**WHAT YOU NEED TO DO**: The answer must be one number: the count of lines in the data below that include "狭山ヶ丘停車場線".
==== INPUT FOR THIS TASK ====
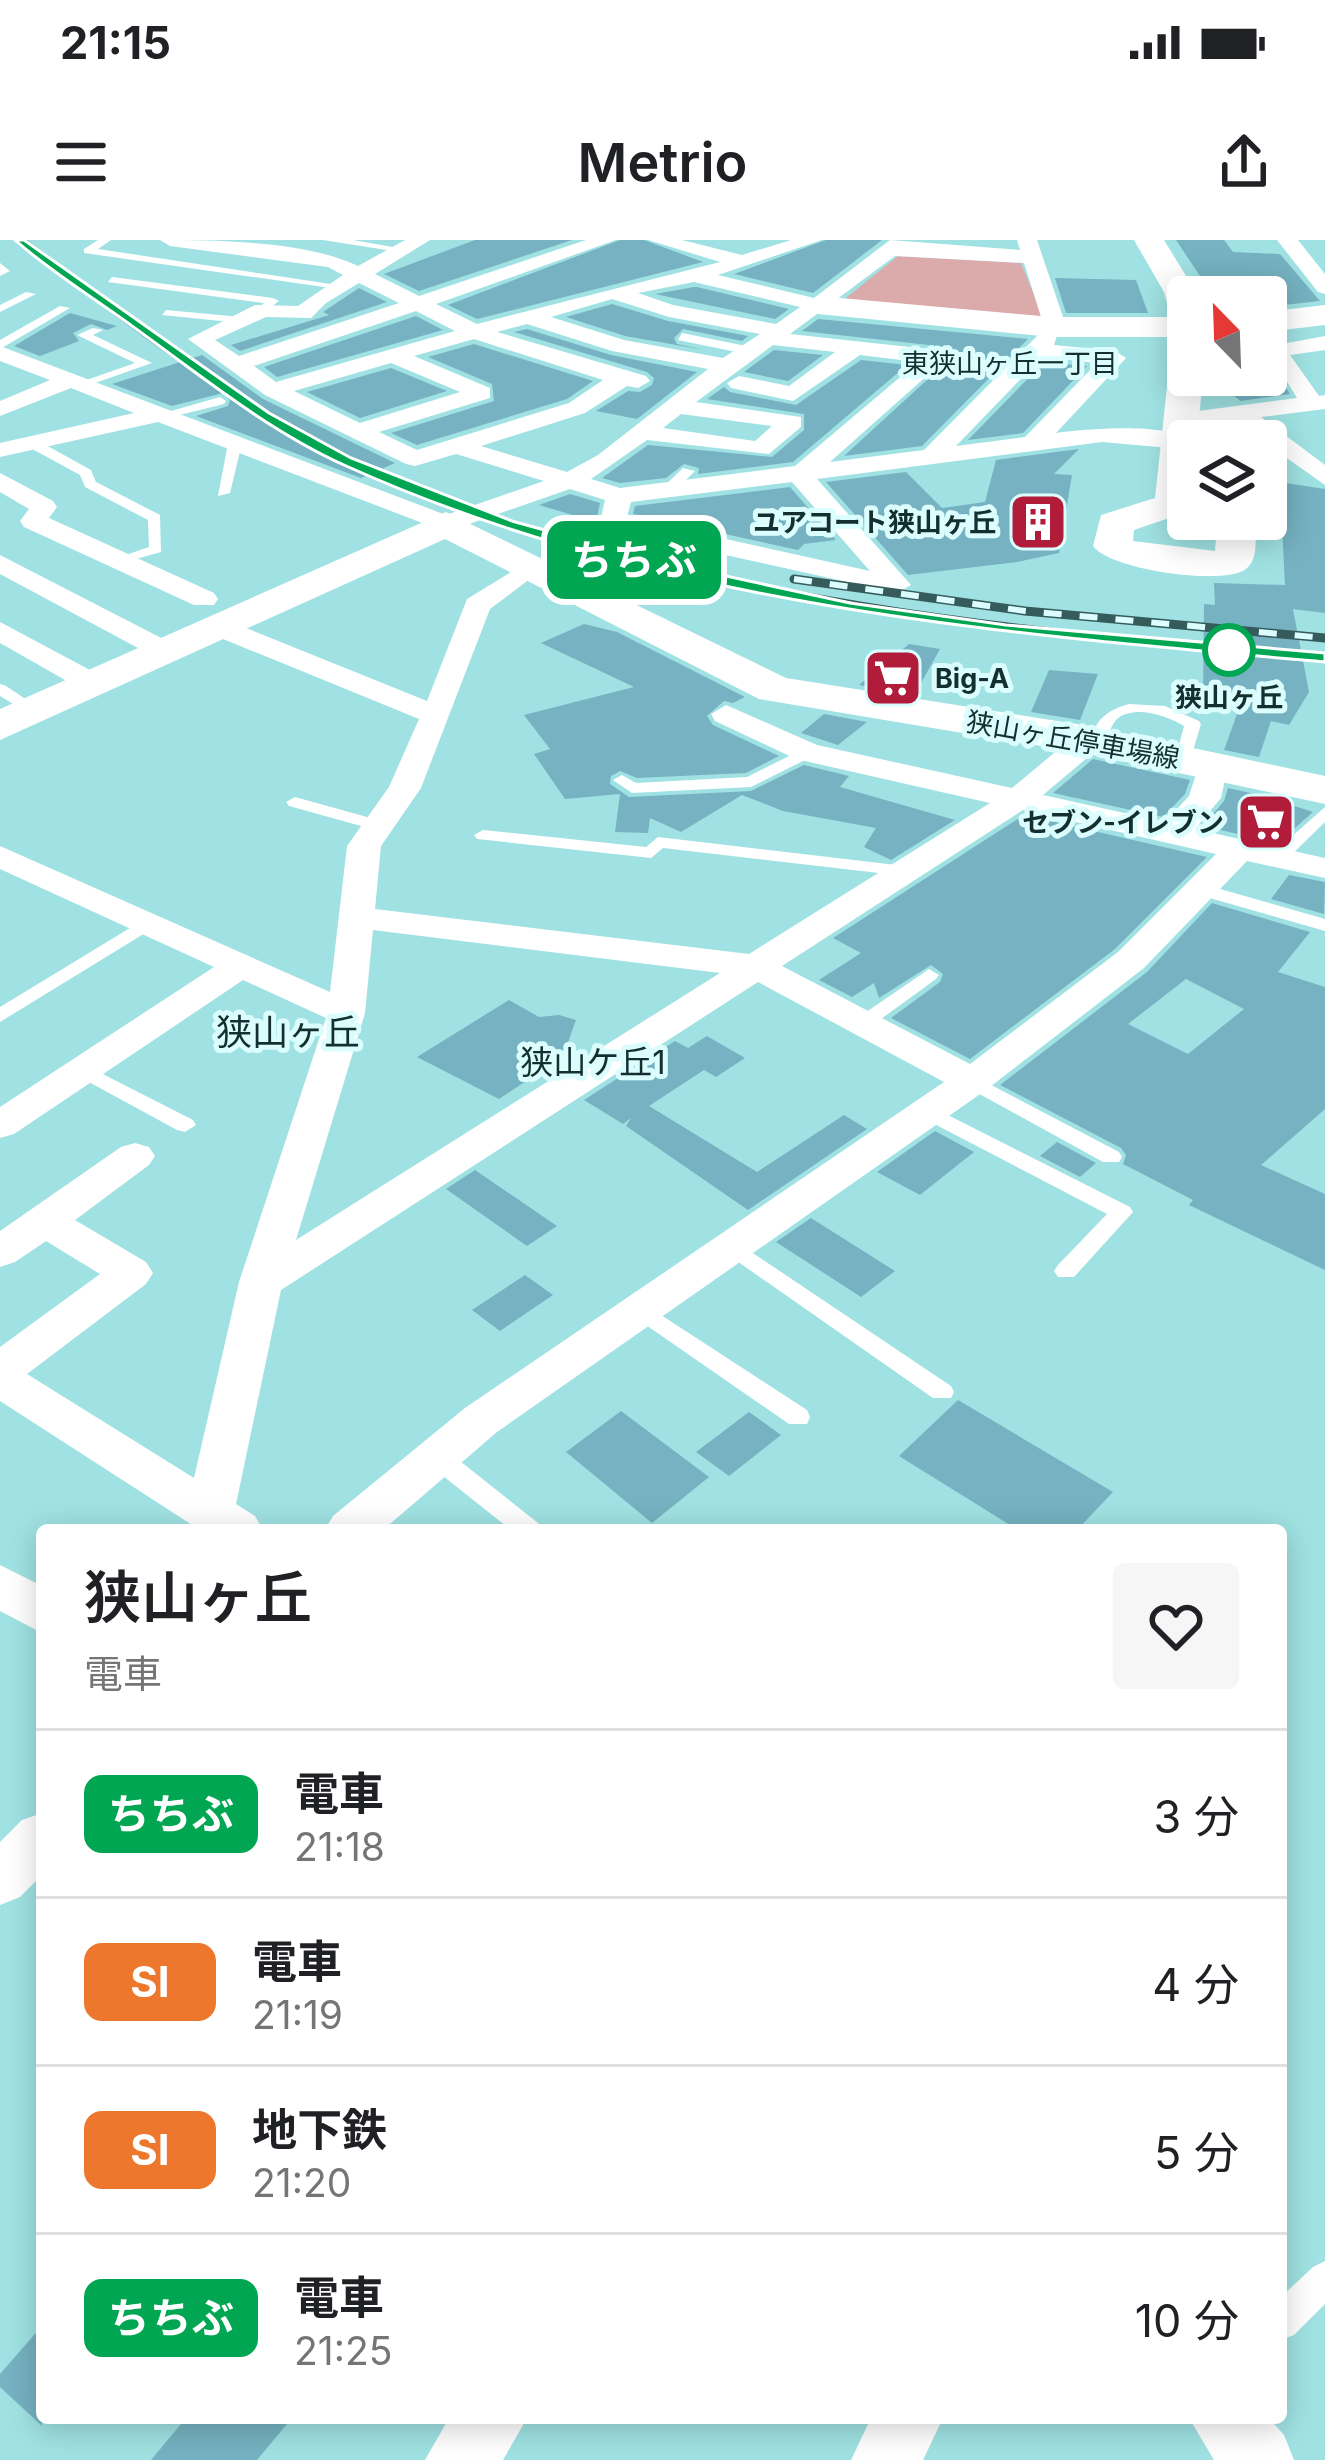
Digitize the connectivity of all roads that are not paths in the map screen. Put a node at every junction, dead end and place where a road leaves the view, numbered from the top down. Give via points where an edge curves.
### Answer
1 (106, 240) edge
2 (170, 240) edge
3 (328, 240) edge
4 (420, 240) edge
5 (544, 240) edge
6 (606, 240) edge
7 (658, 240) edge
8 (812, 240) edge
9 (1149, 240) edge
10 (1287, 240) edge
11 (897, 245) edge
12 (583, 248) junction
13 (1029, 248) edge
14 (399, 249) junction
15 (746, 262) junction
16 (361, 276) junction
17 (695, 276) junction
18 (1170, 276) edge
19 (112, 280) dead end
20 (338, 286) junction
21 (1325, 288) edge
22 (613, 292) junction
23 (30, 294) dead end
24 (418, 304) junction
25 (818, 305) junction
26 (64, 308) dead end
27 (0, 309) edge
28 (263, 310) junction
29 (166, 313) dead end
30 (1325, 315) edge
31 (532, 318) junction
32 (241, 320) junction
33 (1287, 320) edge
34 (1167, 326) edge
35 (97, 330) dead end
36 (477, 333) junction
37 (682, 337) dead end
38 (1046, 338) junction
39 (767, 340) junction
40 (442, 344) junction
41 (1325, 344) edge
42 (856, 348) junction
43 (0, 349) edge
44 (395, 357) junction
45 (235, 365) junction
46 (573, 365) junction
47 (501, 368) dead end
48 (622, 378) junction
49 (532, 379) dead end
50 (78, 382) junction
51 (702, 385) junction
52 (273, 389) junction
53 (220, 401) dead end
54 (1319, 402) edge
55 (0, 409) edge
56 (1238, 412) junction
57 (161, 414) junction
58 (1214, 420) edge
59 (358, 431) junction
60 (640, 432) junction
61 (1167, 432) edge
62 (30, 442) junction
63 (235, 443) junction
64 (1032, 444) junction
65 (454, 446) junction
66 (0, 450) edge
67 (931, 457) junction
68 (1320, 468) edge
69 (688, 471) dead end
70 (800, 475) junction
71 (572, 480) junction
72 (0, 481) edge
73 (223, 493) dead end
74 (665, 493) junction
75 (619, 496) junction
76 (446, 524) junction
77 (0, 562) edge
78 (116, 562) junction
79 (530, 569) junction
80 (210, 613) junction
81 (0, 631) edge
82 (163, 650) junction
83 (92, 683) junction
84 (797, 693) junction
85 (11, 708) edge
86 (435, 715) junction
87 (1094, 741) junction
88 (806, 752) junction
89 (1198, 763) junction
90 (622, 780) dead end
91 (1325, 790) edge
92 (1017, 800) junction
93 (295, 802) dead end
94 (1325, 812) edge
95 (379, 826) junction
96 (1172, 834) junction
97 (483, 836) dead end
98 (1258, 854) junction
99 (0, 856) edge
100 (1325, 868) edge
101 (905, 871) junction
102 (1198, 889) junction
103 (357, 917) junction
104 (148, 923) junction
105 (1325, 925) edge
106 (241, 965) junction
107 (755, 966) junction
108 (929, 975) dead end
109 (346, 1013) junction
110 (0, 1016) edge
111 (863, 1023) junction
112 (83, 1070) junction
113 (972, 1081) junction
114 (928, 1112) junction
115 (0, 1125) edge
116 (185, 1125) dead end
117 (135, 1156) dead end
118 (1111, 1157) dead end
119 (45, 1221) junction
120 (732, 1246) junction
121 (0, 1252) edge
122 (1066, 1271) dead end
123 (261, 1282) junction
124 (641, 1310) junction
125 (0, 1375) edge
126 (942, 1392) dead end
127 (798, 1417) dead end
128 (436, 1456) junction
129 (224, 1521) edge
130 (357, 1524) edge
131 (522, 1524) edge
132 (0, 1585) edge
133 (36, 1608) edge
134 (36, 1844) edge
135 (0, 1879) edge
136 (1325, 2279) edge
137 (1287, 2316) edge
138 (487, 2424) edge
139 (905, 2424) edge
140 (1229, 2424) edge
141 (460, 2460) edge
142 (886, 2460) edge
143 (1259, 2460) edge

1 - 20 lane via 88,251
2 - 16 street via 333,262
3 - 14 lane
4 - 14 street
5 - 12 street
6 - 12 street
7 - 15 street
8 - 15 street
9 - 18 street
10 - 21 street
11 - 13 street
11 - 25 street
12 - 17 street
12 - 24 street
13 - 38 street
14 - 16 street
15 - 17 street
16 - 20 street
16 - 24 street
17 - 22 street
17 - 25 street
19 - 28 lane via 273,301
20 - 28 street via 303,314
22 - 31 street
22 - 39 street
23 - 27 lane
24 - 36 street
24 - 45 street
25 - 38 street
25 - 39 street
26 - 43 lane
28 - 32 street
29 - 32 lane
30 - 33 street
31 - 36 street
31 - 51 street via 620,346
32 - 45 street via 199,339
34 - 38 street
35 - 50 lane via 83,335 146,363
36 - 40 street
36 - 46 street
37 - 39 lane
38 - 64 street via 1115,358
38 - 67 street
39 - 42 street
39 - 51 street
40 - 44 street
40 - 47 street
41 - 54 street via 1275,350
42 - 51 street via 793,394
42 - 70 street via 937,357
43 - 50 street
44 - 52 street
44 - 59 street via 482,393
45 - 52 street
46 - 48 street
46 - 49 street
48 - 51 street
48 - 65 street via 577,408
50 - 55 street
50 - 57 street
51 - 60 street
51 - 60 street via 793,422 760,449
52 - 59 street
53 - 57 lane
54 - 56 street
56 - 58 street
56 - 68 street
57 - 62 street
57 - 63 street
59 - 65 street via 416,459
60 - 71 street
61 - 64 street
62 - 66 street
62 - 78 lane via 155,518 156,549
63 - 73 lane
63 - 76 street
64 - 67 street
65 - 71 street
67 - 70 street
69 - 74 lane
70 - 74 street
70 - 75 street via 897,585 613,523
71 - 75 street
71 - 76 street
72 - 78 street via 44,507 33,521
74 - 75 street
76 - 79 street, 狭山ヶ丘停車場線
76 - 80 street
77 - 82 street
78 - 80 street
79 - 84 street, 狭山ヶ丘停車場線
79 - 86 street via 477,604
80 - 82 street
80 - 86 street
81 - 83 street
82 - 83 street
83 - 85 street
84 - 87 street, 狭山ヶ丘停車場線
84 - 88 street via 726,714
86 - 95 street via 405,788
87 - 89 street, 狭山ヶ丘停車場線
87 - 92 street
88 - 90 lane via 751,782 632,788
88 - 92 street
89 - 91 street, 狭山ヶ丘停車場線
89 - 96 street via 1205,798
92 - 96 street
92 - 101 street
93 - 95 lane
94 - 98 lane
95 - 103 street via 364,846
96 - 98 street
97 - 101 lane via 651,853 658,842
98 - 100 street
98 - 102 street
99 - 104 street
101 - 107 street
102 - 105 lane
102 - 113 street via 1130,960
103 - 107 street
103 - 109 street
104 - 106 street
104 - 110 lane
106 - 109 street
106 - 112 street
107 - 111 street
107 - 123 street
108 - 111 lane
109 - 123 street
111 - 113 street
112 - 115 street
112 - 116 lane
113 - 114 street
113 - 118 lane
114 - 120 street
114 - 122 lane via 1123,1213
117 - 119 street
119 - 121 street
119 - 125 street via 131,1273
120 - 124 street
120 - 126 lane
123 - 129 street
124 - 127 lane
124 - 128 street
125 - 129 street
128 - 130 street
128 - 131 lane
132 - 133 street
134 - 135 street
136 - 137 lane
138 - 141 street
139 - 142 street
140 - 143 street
====
**YOUR SOLUTION**: 5